Conventional Tactics That Work
This doesn’t mean that all preparation is futile.
It just means that you should adopt the 80/20 approach with learning Excel and other topics related to finance and not stress over every single detail.
Knowing how to create “advanced” models and pitch books is unlikely to give you an advantage – and if you go around telling people you know how to do that, you’ll be at a disadvantage because they’ll think you’re weird.
You always want to under-promise and over-deliver when it comes to work – and going around acting like you’re an “expert” will result in failure, whether in interviews or internships.
So if learning every single detail of Excel, PowerPoint, and other programs doesn’t help you, what does?
How to Prepare Like a Ninja
The most useful way to prepare for an internship is intelligence gathering – figuring out how your group operates, who’s really in charge, and who’s most influential.

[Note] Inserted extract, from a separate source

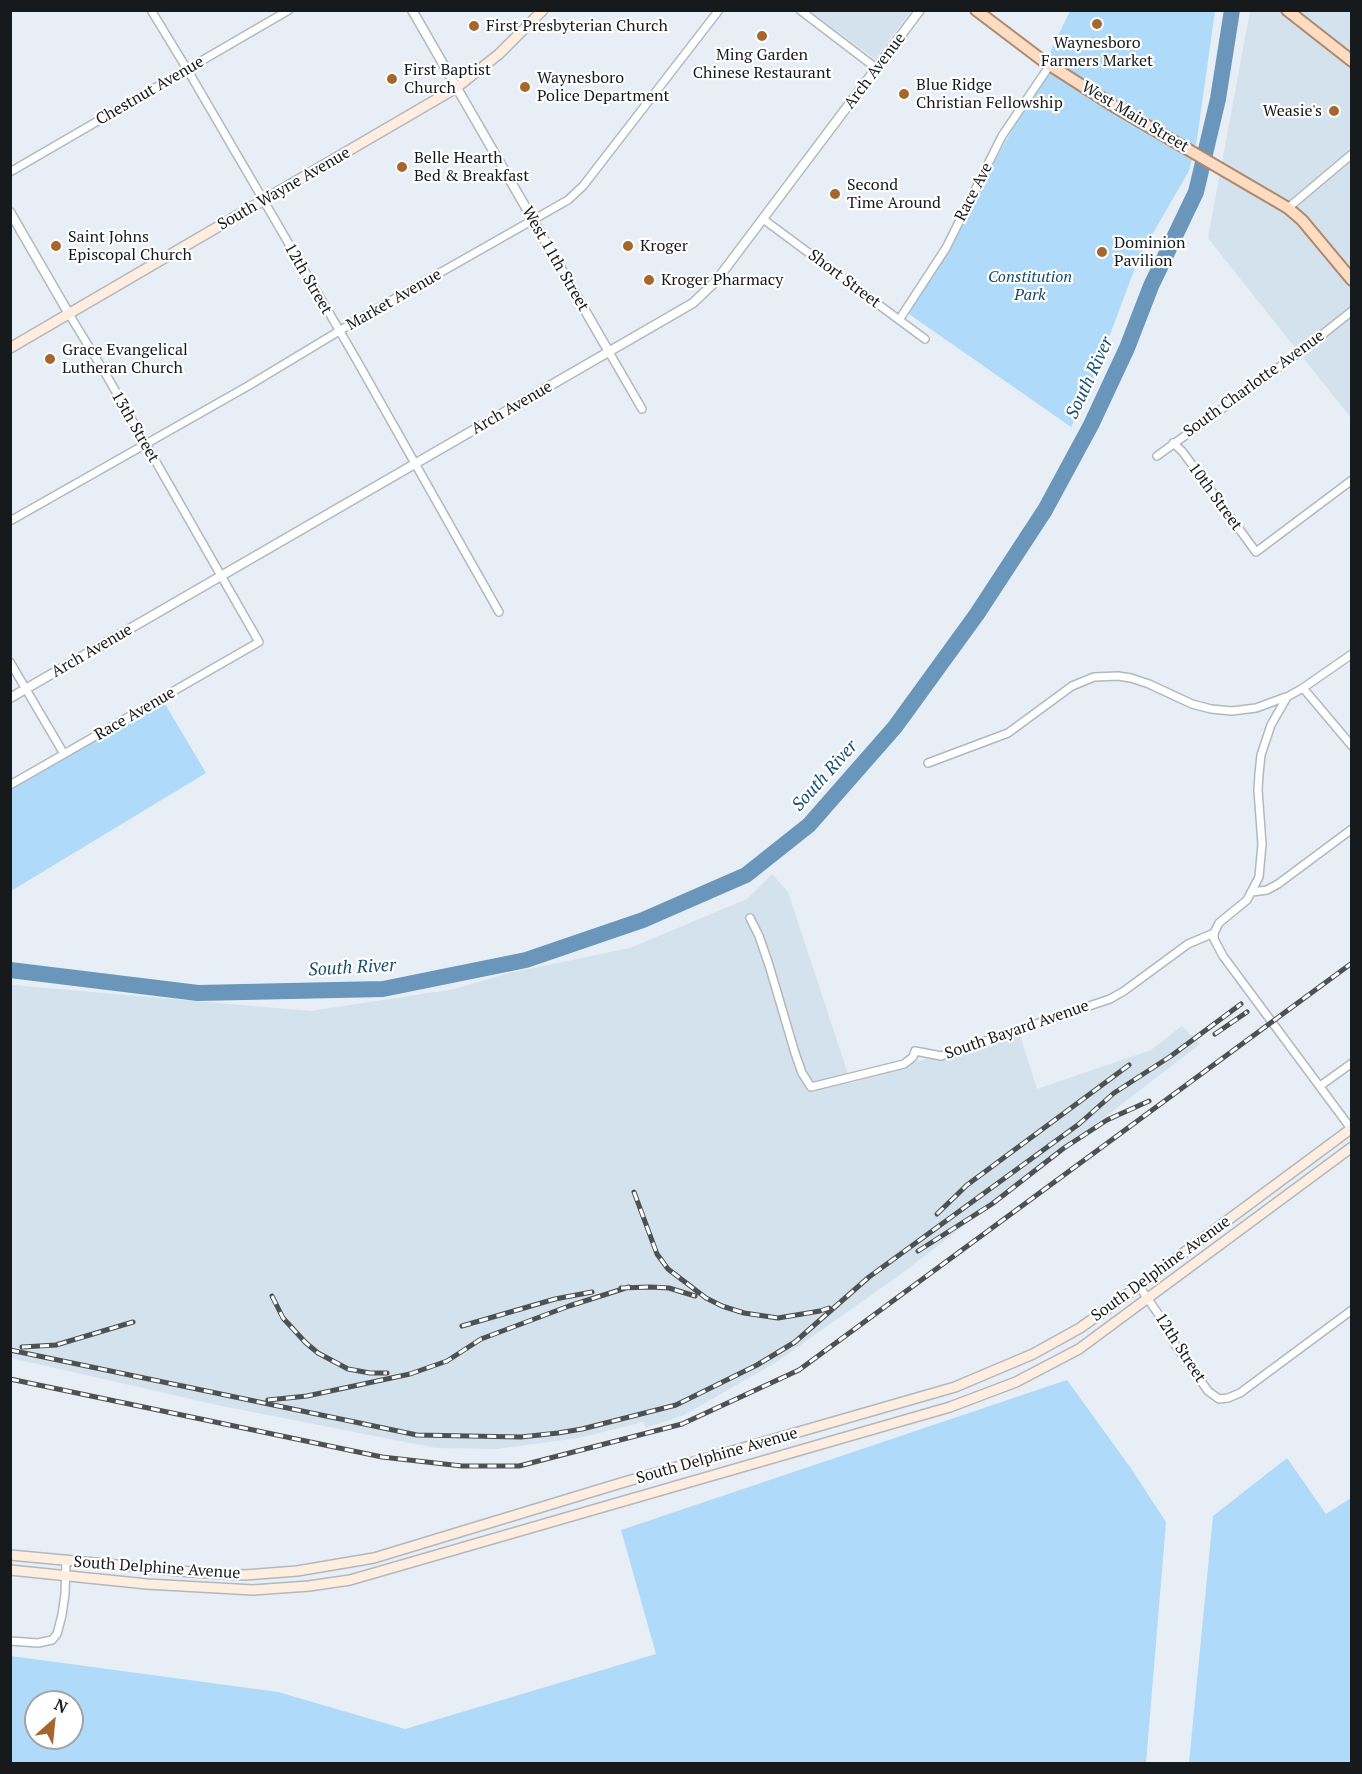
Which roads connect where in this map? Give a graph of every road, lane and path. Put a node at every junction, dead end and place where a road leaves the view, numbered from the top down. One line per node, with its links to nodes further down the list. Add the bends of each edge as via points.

Because your chances of getting a return offer will be largely dependent on who “goes to bat” for you in the full-time selection process.
At the end of the summer, senior bankers and anyone who worked closely with interns gather around to discuss who should get return offers – and you maximize your chances by getting to know one or two influential people well rather than by spreading yourself thin.
It’s good to know others at your office, but it’s way more helpful to figure out who has traditionally helped interns get return offers, and then spend most of your time working with that person (or people).
Infiltrating Your Enemies & Gathering Intelligence
How do you actually gather intelligence and figure out who’s helpful ahead of time?
You need a friend on the inside. If you got to know anyone at the office particularly well during the interview process, you should reach out and see if he/she can meet up with you briefly before you start.
Don’t jump into the meeting saying, “So, can you tell me who’s the best person to work with and who helps interns the most?” but instead go in with more innocuous intentions (“I wanted to find out more before I start working there next month”) and use this structure to gather your information:
- Start by asking some relatively innocent questions, seeing how your friend is doing, and if he/she has any updates.
- When your friend starts mentioning senior bankers or talking about other people at the office, take this opportunity to ask more questions about them and see who’s good and who you should avoid.
- Don’t dwell on this – just extract what you can in the middle of the conversation, and then shift the topic to something else at the end.
If you don’t have an inside source, then you can’t gather too much intelligence in advance.
Once you start, focus on learning as much as you can from the other junior bankers – pay close attention to what they say among themselves, because it’s often far different from what they tell you.
Summer Analyst vs. Summer Associate
All of the above applies whether you’re a Summer Analyst or Summer Associate – despite what your bank may have told you in the “sell” process, the two roles are not that much different.
The main difference is that as an Associate, you’ll be expected to know more about corporate finance and how to conduct yourself in front of clients – so the bar is higher.
As a Summer Associate your inside source(s) should always be other Associates, and as an Analyst your inside source(s) should always be other Analysts – it looks weird to ask someone at a different level for information, unless you happen to know him/her very well already.
Aside from intelligence gathering, what else can you do to prepare?
Well, networking always helps – but you have to be careful doing it in advance because it may send mixed signals. Use discretion and start speaking with friends at different banks if you want to hedge yourself, but an extensive, all-out effort is probably not worth it.
Oh, and make sure you have the appropriate attire (less of an issue for MBAs than it is for university students).
So learn the basics of the work at a bank, but don’t obsess over the details – because the intelligence you gather matters way more than knowing yet another clever trick in Excel.